Records shown START

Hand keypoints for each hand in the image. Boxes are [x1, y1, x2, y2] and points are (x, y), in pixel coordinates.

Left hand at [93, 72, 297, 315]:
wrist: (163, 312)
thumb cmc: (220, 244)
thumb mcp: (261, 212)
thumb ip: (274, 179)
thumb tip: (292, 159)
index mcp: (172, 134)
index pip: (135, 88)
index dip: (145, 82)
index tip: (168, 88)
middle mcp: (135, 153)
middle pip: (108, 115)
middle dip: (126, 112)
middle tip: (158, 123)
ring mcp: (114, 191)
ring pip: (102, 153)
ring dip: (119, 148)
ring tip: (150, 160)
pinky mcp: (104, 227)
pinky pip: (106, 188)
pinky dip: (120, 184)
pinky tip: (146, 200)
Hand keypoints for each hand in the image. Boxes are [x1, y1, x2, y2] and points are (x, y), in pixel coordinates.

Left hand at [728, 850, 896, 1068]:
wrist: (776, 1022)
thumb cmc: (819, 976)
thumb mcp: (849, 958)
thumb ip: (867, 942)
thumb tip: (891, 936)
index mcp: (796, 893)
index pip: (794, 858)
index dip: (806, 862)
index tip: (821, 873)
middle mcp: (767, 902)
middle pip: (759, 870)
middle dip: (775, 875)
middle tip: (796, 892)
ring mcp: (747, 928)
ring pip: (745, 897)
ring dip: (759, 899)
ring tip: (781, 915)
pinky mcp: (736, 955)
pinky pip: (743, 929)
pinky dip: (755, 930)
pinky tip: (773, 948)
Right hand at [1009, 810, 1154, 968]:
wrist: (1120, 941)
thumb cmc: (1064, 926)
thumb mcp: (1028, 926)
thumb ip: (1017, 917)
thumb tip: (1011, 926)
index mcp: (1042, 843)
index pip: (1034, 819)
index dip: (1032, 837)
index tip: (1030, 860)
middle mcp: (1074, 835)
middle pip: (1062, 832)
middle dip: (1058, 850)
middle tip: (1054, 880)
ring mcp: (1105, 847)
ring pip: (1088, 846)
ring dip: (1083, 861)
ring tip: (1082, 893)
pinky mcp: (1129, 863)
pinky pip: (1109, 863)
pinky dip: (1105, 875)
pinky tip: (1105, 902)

Records shown END

◆ **Action item**: Only an exact retyping of the full data will do.

◆ **Task response**:
Hand keypoints for each hand in the image. Boxes are [x1, y1, x2, y2] and points are (x, y), in pixel coordinates.

Left hand at [93, 72, 297, 315]:
wrist: (163, 312)
thumb cmc: (220, 244)
thumb mcp: (261, 212)
thumb ip: (274, 179)
thumb tip: (292, 159)
index mcp: (172, 134)
index pip: (135, 88)
index dip: (145, 82)
index tip: (168, 88)
middle mcp: (135, 153)
middle pip: (108, 115)
middle dip: (126, 112)
middle tip: (158, 123)
ring mcp: (114, 191)
ring pip: (102, 153)
ring dip: (119, 148)
ring tip: (150, 160)
pinky mcp: (104, 227)
pinky pip: (106, 188)
pinky dip: (120, 184)
pinky tip: (146, 200)
Hand keypoints for each hand in the image. Boxes are [x1, y1, x2, y2] and points are (x, y), in pixel coordinates.

Left hand at [728, 850, 896, 1068]:
wrist: (776, 1022)
thumb cmc: (819, 976)
thumb mcp: (849, 958)
thumb ip: (867, 942)
thumb tip: (891, 936)
index mcp: (796, 893)
index pip: (794, 858)
index dip: (806, 862)
index tip: (821, 873)
middle mcp: (767, 902)
middle pip: (759, 870)
middle dip: (775, 875)
middle tip: (796, 892)
ring mcp: (747, 928)
ring pip: (745, 897)
ring dip: (759, 899)
ring tip: (781, 915)
pinky mcp: (736, 955)
pinky pip: (743, 929)
pinky dip: (755, 930)
pinky tip: (773, 948)
Right hand at [1009, 810, 1154, 968]:
wrist: (1120, 941)
thumb cmc: (1064, 926)
thumb mcp: (1028, 926)
thumb ip: (1017, 917)
thumb tip: (1011, 926)
index mcp: (1042, 843)
index pip: (1034, 819)
index dip: (1032, 837)
index tip: (1030, 860)
middle mcp: (1074, 835)
middle pip: (1062, 832)
middle dip: (1058, 850)
middle tip: (1054, 880)
ring mcp: (1105, 847)
ring pip: (1088, 846)
ring dip: (1083, 861)
ring tip: (1082, 893)
pinky mcp: (1129, 863)
pinky pip: (1109, 863)
pinky dip: (1105, 875)
pinky tip: (1105, 902)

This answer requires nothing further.